Forget Venice, which is slowly dropping into its watery foundations at an estimated rate of 2mm per year. Thats a drop in the ocean compared to Indonesias capital, particularly its northern belt, where four million people live in neighbourhoods that are now up to four metres below sea level. Areas of north Jakarta, including the seawall designed to protect them, are sinking at an estimated 25cm a year.

I have been here since 1981 but I dont know how long we can stay. The water gets higher every year, Sukaesih says referring to the danger that is, in fact, posed by the ground sinking beneath her feet.

Jakarta is sinking because of subsidence. The city does not pipe in enough drinkable water, so Jakartans rely largely on wells which extract water from shallow aquifers. The result: the land above it collapses.
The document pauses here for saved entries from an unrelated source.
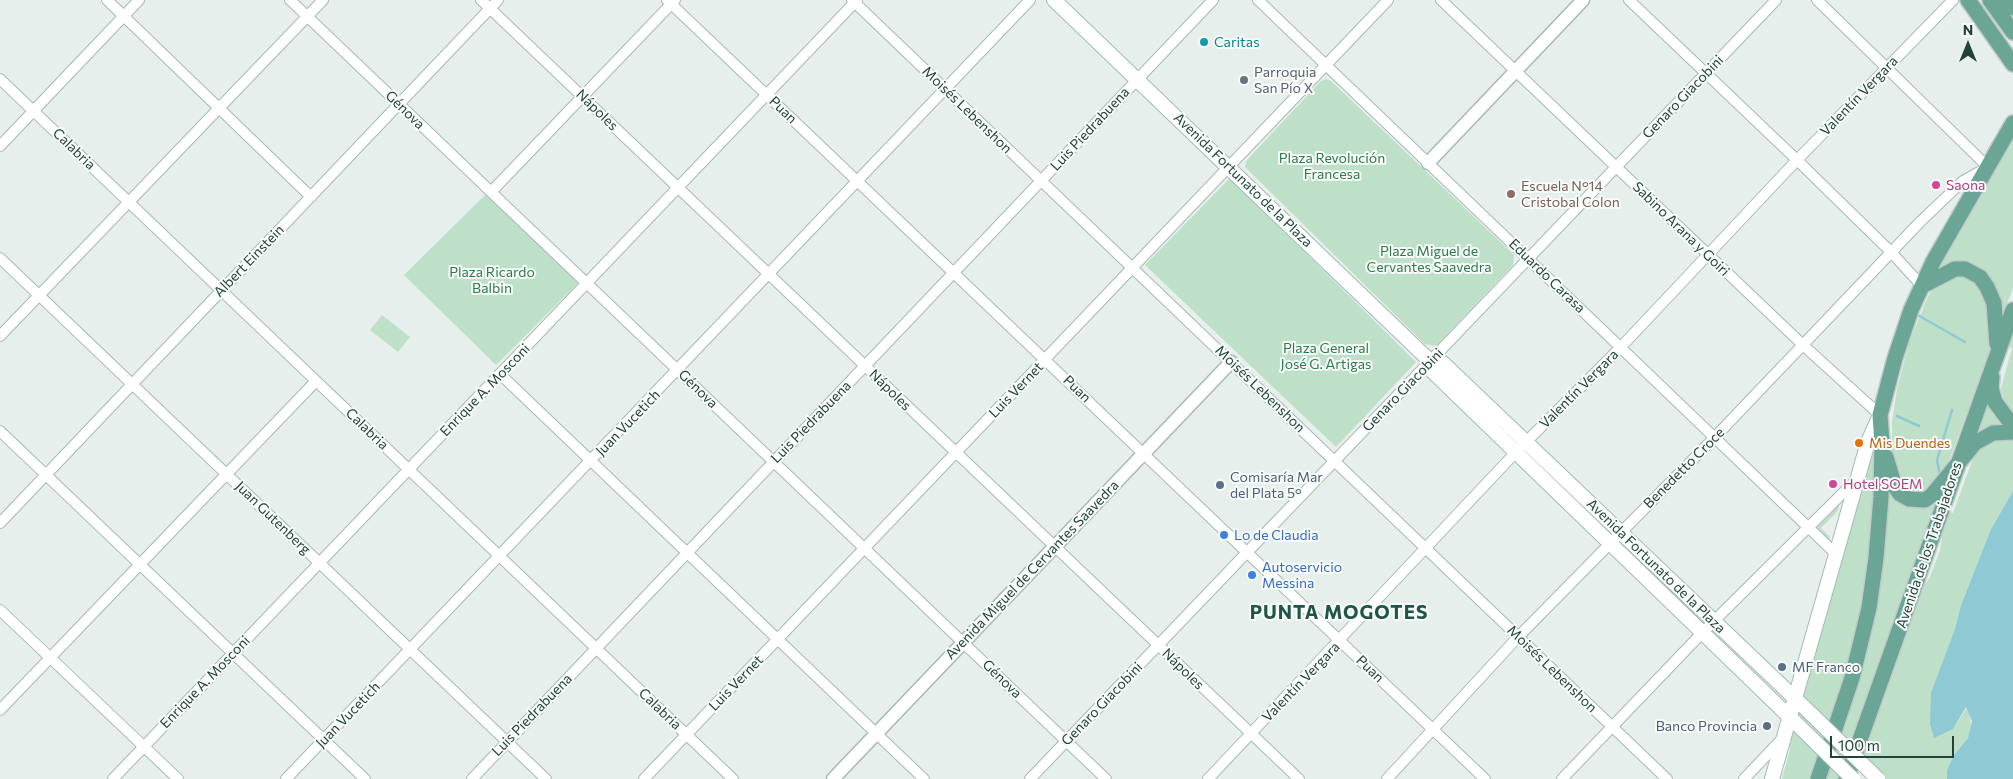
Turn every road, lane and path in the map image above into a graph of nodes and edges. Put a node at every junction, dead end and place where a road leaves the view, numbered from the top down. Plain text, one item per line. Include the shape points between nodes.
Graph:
1 (107, 0) edge
2 (139, 0) edge
3 (290, 0) edge
4 (323, 0) edge
5 (481, 0) edge
6 (498, 0) edge
7 (1030, 0) edge
8 (1054, 0) edge
9 (1213, 0) edge
10 (1258, 0) edge
11 (1388, 0) edge
12 (1441, 0) edge
13 (1582, 0) edge
14 (1629, 0) edge
15 (1776, 0) edge
16 (1817, 0) edge
17 (1953, 0) edge
18 (1968, 0) edge
19 (1990, 0) edge
20 (2002, 0) edge
21 (671, 1) edge
22 (855, 1) edge
23 (490, 8) junction
24 (2013, 8) edge
25 (123, 16) junction
26 (307, 16) junction
27 (2013, 32) edge
28 (2013, 64) edge
29 (1326, 65) junction
30 (1886, 67) junction
31 (1515, 71) junction
32 (1706, 73) junction
33 (0, 79) edge
34 (1138, 79) junction
35 (946, 89) junction
36 (767, 94) junction
37 (583, 97) junction
38 (399, 104) junction
39 (220, 108) junction
40 (33, 110) junction
41 (2013, 123) edge
42 (0, 146) edge
43 (1797, 160) junction
44 (1428, 163) junction
45 (1229, 166) junction
46 (1616, 167) junction
47 (1988, 168) junction
48 (1041, 180) junction
49 (858, 182) junction
50 (678, 188) junction
51 (491, 192) junction
52 (311, 197) junction
53 (129, 202) junction
54 (1891, 252) junction
55 (1708, 255) junction
56 (0, 258) edge
57 (1528, 258) junction
58 (1132, 267) junction
59 (954, 272) junction
60 (770, 275) junction
61 (587, 283) junction
62 (1922, 286) junction
63 (222, 290) junction
64 (39, 295) junction
65 (2013, 310) edge
66 (0, 336) edge
67 (1802, 345) junction
68 (1621, 347) junction
69 (1997, 353) junction
70 (1045, 359) junction
71 (1430, 361) junction
72 (1231, 362) junction
73 (865, 366) junction
74 (1992, 368) junction
75 (678, 370) junction
76 (500, 374) junction
77 (316, 380) junction
78 (132, 384) junction
79 (1880, 414) junction
80 (2013, 426) edge
81 (0, 431) edge
82 (2013, 432) edge
83 (1715, 437) junction
84 (1526, 442) junction
85 (1882, 444) junction
86 (956, 452) junction
87 (1516, 452) junction
88 (1144, 453) junction
89 (592, 461) junction
90 (1335, 461) junction
91 (774, 462) junction
92 (1958, 463) junction
93 (409, 469) junction
94 (46, 474) junction
95 (227, 474) junction
96 (1857, 478) junction
97 (0, 522) edge
98 (1807, 526) junction
99 (1621, 532) junction
100 (1610, 543) junction
101 (1055, 546) junction
102 (864, 548) junction
103 (1427, 548) junction
104 (687, 552) junction
105 (1248, 552) junction
106 (1836, 554) junction
107 (500, 556) junction
108 (320, 563) junction
109 (140, 564) junction
110 (0, 610) edge
111 (1714, 621) junction
112 (1703, 632) junction
113 (1518, 636) junction
114 (778, 639) junction
115 (1341, 640) junction
116 (964, 642) junction
117 (1158, 645) junction
118 (596, 648) junction
119 (411, 649) junction
120 (233, 654) junction
121 (50, 658) junction
122 (1794, 697) junction
123 (0, 710) edge
124 (1789, 716) junction
125 (1612, 727) junction
126 (1433, 729) junction
127 (876, 733) junction
128 (686, 734) junction
129 (1252, 734) junction
130 (1783, 738) junction
131 (324, 740) junction
132 (1066, 741) junction
133 (507, 742) junction
134 (144, 747) junction
135 (113, 779) edge
136 (178, 779) edge
137 (286, 779) edge
138 (365, 779) edge
139 (472, 779) edge
140 (546, 779) edge
141 (644, 779) edge
142 (733, 779) edge
143 (833, 779) edge
144 (924, 779) edge
145 (1030, 779) edge
146 (1106, 779) edge
147 (1208, 779) edge
148 (1299, 779) edge
149 (1387, 779) edge
150 (1486, 779) edge
151 (1562, 779) edge
152 (1667, 779) edge
153 (1744, 779) edge
154 (1772, 779) edge
155 (1818, 779) edge
156 (1846, 779) edge
157 (1853, 779) edge
158 (1878, 779) edge

1 - 25 street
2 - 25 street
3 - 26 street, Génova
4 - 26 street
5 - 23 street, Nápoles
6 - 23 street, Albert Einstein
7 - 35 street, Juan Vucetich
8 - 34 main road, Avenida Fortunato de la Plaza
9 - 34 street, Luis Piedrabuena
10 - 29 street, Eduardo Carasa
11 - 29 street, Luis Vernet
12 - 31 street, Sabino Arana y Goiri
13 - 31 street
14 - 32 street
15 - 32 street, Genaro Giacobini
16 - 30 street
17 - 30 street, Valentín Vergara
18 - 28 main road
19 - 27 main road
20 - 24 main road
21 - 36 street, Puan
21 - 37 street
22 - 35 street, Moisés Lebenshon
22 - 36 street, Enrique A. Mosconi
23 - 37 street, Nápoles
23 - 38 street, Albert Einstein
25 - 39 street
25 - 40 street
26 - 38 street, Génova
26 - 39 street
29 - 44 street, Eduardo Carasa
29 - 45 street, Luis Vernet
30 - 43 street, Valentín Vergara
30 - 47 street
31 - 44 street
31 - 46 street, Sabino Arana y Goiri
32 - 43 street
32 - 46 street, Genaro Giacobini
33 - 40 street, Calabria
34 - 45 main road, Avenida Fortunato de la Plaza
34 - 48 street, Luis Piedrabuena
35 - 48 street, Moisés Lebenshon
35 - 49 street, Juan Vucetich
36 - 49 street, Puan
36 - 50 street, Enrique A. Mosconi
37 - 50 street, Nápoles
37 - 51 street
38 - 51 street, Génova
38 - 52 street, Albert Einstein
39 - 52 street
39 - 53 street
40 - 42 street
40 - 53 street, Calabria
41 - 47 main road
43 - 54 street
43 - 55 street, Valentín Vergara
44 - 57 street, Eduardo Carasa
45 - 58 street, Luis Vernet
45 - 71 main road, Avenida Fortunato de la Plaza
46 - 55 street, Sabino Arana y Goiri
46 - 57 street, Genaro Giacobini
47 - 54 street, Benedetto Croce via 1963,181
47 - 62 main road
48 - 58 street, Moisés Lebenshon
48 - 59 street, Luis Piedrabuena
49 - 59 street, Puan
49 - 60 street, Juan Vucetich
50 - 60 street, Nápoles
50 - 61 street, Enrique A. Mosconi
51 - 61 street, Génova
52 - 63 street, Albert Einstein
53 - 63 street, Calabria
53 - 64 street
54 - 62 street
54 - 67 street, Benedetto Croce
55 - 67 street, Sabino Arana y Goiri
55 - 68 street, Valentín Vergara
56 - 64 street, Juan Gutenberg
57 - 68 street, Eduardo Carasa
57 - 71 street, Genaro Giacobini
58 - 70 street, Luis Vernet
58 - 72 street, Moisés Lebenshon
59 - 70 street, Puan
59 - 73 street, Luis Piedrabuena
60 - 73 street, Nápoles
60 - 75 street, Juan Vucetich
61 - 75 street, Génova
61 - 76 street, Enrique A. Mosconi
62 - 69 main road via 1955,269 1965,269 1980,277 1990,292 1995,309
62 - 79 main road via 1901,337
63 - 77 street, Calabria
63 - 78 street, Albert Einstein
64 - 66 street
64 - 78 street, Juan Gutenberg
65 - 69 main road, Avenida de los Trabajadores
67 - 79 street, Sabino Arana y Goiri
67 - 83 street, Benedetto Croce
68 - 83 street, Eduardo Carasa
68 - 84 street, Valentín Vergara
69 - 74 main road, Avenida de los Trabajadores
70 - 86 street, Luis Vernet
70 - 88 street, Puan
71 - 84 main road, Avenida Fortunato de la Plaza via 1443,363
71 - 87 main road, Avenida Fortunato de la Plaza via 1433,372
71 - 90 street, Genaro Giacobini
72 - 88 street, Avenida Miguel de Cervantes Saavedra
72 - 90 street, Moisés Lebenshon
73 - 86 street, Nápoles
73 - 91 street, Luis Piedrabuena
74 - 80 main road via 1991,388 1995,402
74 - 92 main road, Avenida de los Trabajadores
75 - 89 street, Juan Vucetich
75 - 91 street, Génova
76 - 89 street
76 - 93 street, Enrique A. Mosconi
77 - 93 street, Calabria
77 - 95 street
78 - 94 street, Albert Einstein
78 - 95 street, Juan Gutenberg
79 - 85 main road
79 - 96 main road
81 - 94 street
82 - 92 main road via 1987,435 1975,443
83 - 98 street, Eduardo Carasa
83 - 99 street, Benedetto Croce
84 - 87 street, Valentín Vergara
84 - 99 main road, Avenida Fortunato de la Plaza
85 - 92 main road via 1895,487 1909,499 1929,498
85 - 155 main road via 1878,531 1869,608 1852,678
86 - 101 street, Nápoles
86 - 102 street, Luis Vernet
87 - 100 main road, Avenida Fortunato de la Plaza
87 - 103 street, Valentín Vergara
88 - 101 street, Avenida Miguel de Cervantes Saavedra
88 - 105 street, Puan
89 - 104 street
89 - 107 street, Juan Vucetich
90 - 103 street, Moisés Lebenshon
90 - 105 street, Genaro Giacobini
91 - 102 street, Génova
91 - 104 street, Luis Piedrabuena
92 - 156 main road, Avenida de los Trabajadores
93 - 107 street, Calabria
93 - 108 street, Enrique A. Mosconi
94 - 97 street, Albert Einstein
94 - 109 street
95 - 108 street, Juan Gutenberg
95 - 109 street
96 - 98 street
96 - 106 main road
98 - 106 street, Eduardo Carasa
98 - 111 street
99 - 100 street, Benedetto Croce
99 - 111 main road, Avenida Fortunato de la Plaza
100 - 112 main road, Avenida Fortunato de la Plaza
100 - 113 street, Benedetto Croce
101 - 116 street, Avenida Miguel de Cervantes Saavedra
101 - 117 street, Nápoles
102 - 114 street, Luis Vernet
102 - 116 street, Génova
103 - 113 street, Moisés Lebenshon
103 - 115 street, Valentín Vergara
104 - 114 street
104 - 118 street, Luis Piedrabuena
105 - 115 street, Puan
105 - 117 street, Genaro Giacobini
106 - 122 main road
107 - 118 street, Calabria
107 - 119 street, Juan Vucetich
108 - 119 street, Juan Gutenberg
108 - 120 street, Enrique A. Mosconi
109 - 120 street
109 - 121 street
110 - 121 street
111 - 112 street
111 - 122 main road, Avenida Fortunato de la Plaza
112 - 124 main road, Avenida Fortunato de la Plaza
112 - 125 street
113 - 125 street, Moisés Lebenshon
113 - 126 street, Benedetto Croce
114 - 127 street
114 - 128 street, Luis Vernet
115 - 126 street, Puan
115 - 129 street, Valentín Vergara
116 - 127 street, Avenida Miguel de Cervantes Saavedra
116 - 132 street, Génova
117 - 129 street, Nápoles
117 - 132 street, Genaro Giacobini
118 - 128 street, Calabria
118 - 133 street, Luis Piedrabuena
119 - 131 street, Juan Vucetich
119 - 133 street, Juan Gutenberg
120 - 131 street
120 - 134 street, Enrique A. Mosconi
121 - 123 street
121 - 134 street
122 - 124 main road
122 - 158 main road, Avenida Fortunato de la Plaza, bridge
124 - 130 main road
124 - 157 main road, Avenida Fortunato de la Plaza, bridge
125 - 151 street
125 - 152 street, Moisés Lebenshon
126 - 149 street, Benedetto Croce
126 - 150 street, Puan
127 - 143 street, Avenida Miguel de Cervantes Saavedra
127 - 144 street
128 - 141 street, Luis Vernet
128 - 142 street, Calabria
129 - 147 street, Valentín Vergara
129 - 148 street, Nápoles
130 - 153 street
130 - 154 main road
131 - 137 street, Juan Vucetich
131 - 138 street
132 - 145 street, Genaro Giacobini
132 - 146 street, Génova
133 - 139 street, Luis Piedrabuena
133 - 140 street, Juan Gutenberg
134 - 135 street, Enrique A. Mosconi
134 - 136 street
The problem is exacerbated by the explosion of new apartment blocks, shopping malls and even government offices, which despite official restrictions on groundwater extraction not only draw water from this porous ground but also add to the weight compacting it. The concretisation of Jakarta has also led to increased run-off, making flooding worse while not replenishing the ground water supplies.

As the sinking continues at a rate unparalleled in any other urban area in the world, the danger of a catastrophic flood grows, caused not by devastating seawater surges or storms but by monsoon rain-swollen rivers bursting their banks because gravity no longer helps them flow out into the bay.

There is a desperate need to supply potable water to the city from reservoirs to the east and west. But while plans for pipelines remain in the pipeline, some experts claim Jakarta is careening towards the point of no return.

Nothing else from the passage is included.